▸ **How to complete this task**
Your response should consist of one number, the count of lines below that contain "Buttonwood".

▸ **Saved data entries**
[Start of section]

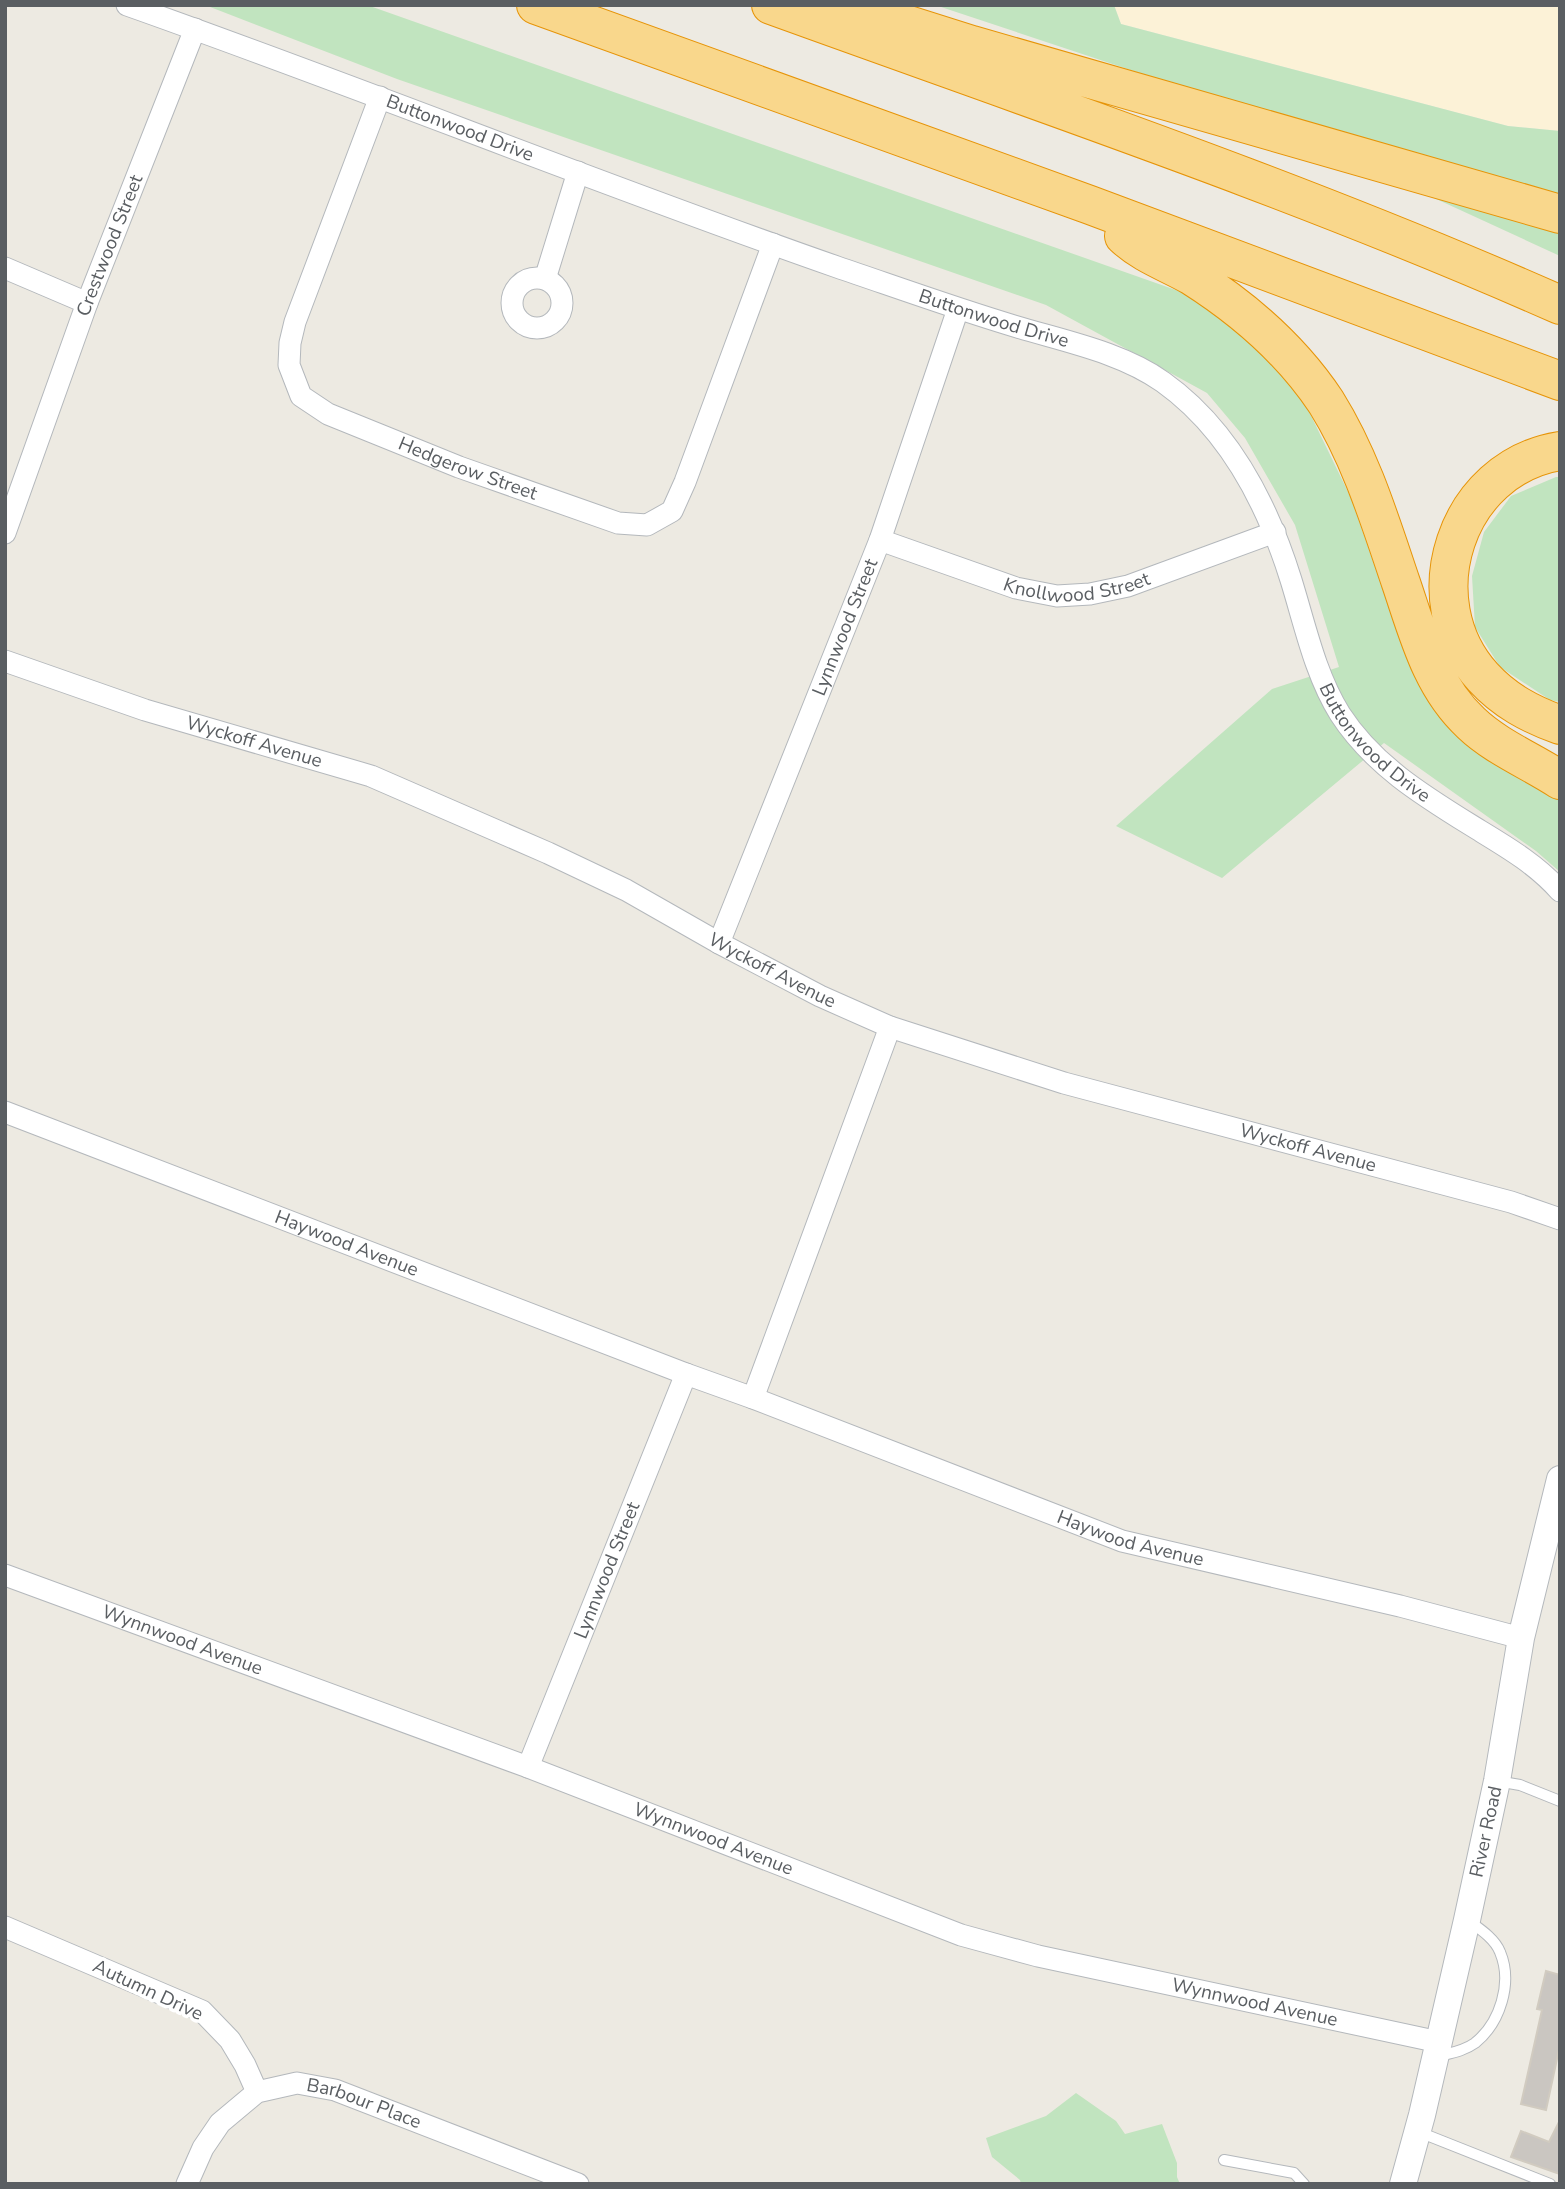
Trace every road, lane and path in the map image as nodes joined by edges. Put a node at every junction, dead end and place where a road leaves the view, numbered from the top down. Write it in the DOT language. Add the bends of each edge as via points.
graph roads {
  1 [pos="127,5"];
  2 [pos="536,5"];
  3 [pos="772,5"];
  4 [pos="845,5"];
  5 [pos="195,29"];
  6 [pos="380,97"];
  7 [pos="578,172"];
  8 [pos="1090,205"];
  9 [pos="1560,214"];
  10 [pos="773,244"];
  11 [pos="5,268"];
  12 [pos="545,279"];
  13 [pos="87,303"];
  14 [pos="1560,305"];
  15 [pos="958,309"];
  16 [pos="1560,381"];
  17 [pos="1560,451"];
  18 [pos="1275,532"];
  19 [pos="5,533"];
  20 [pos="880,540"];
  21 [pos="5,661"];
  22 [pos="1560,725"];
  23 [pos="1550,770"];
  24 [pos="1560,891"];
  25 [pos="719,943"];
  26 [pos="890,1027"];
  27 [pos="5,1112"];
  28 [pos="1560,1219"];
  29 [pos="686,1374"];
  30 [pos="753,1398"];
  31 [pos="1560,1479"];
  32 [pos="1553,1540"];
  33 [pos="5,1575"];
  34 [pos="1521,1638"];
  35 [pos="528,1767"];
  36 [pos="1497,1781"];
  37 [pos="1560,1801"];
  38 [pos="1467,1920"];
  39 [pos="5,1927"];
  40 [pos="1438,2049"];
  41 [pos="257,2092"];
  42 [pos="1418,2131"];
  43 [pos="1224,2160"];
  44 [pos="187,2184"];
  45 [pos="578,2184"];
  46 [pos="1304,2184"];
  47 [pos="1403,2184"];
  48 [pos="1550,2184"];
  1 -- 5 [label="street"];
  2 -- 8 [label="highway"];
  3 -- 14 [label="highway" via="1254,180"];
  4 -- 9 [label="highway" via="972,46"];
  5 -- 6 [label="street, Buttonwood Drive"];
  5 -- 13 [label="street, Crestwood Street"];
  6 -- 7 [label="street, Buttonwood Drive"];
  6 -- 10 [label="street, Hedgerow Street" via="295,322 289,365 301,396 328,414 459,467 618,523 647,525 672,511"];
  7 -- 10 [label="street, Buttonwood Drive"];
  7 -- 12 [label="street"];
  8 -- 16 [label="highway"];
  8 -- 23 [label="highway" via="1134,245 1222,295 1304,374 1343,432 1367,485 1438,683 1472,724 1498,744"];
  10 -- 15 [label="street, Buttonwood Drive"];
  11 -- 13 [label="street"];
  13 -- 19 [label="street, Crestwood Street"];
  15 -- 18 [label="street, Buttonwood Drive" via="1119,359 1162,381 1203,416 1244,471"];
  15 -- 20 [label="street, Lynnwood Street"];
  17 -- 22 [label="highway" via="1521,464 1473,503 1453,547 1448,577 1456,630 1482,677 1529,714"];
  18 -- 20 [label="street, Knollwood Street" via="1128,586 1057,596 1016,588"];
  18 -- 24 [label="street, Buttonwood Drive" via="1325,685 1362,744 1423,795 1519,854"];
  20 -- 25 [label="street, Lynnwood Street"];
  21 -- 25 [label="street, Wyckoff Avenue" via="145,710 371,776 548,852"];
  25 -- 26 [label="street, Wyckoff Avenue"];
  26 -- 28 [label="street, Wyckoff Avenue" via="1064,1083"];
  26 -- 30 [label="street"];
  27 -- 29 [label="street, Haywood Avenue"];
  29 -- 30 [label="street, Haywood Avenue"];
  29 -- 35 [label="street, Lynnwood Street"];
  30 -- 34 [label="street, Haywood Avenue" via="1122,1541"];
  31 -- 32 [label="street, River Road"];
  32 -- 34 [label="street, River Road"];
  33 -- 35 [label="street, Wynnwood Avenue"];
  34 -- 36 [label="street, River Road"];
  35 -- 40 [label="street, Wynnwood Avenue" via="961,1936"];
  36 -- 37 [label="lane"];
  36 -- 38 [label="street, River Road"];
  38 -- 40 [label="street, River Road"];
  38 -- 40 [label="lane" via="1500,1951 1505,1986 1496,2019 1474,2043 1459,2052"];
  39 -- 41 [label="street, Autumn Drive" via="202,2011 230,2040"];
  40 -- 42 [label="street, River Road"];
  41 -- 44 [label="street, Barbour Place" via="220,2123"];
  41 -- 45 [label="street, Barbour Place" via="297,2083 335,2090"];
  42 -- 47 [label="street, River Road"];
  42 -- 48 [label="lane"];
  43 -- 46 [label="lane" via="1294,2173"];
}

[End of section]

▸ **Task answer**
6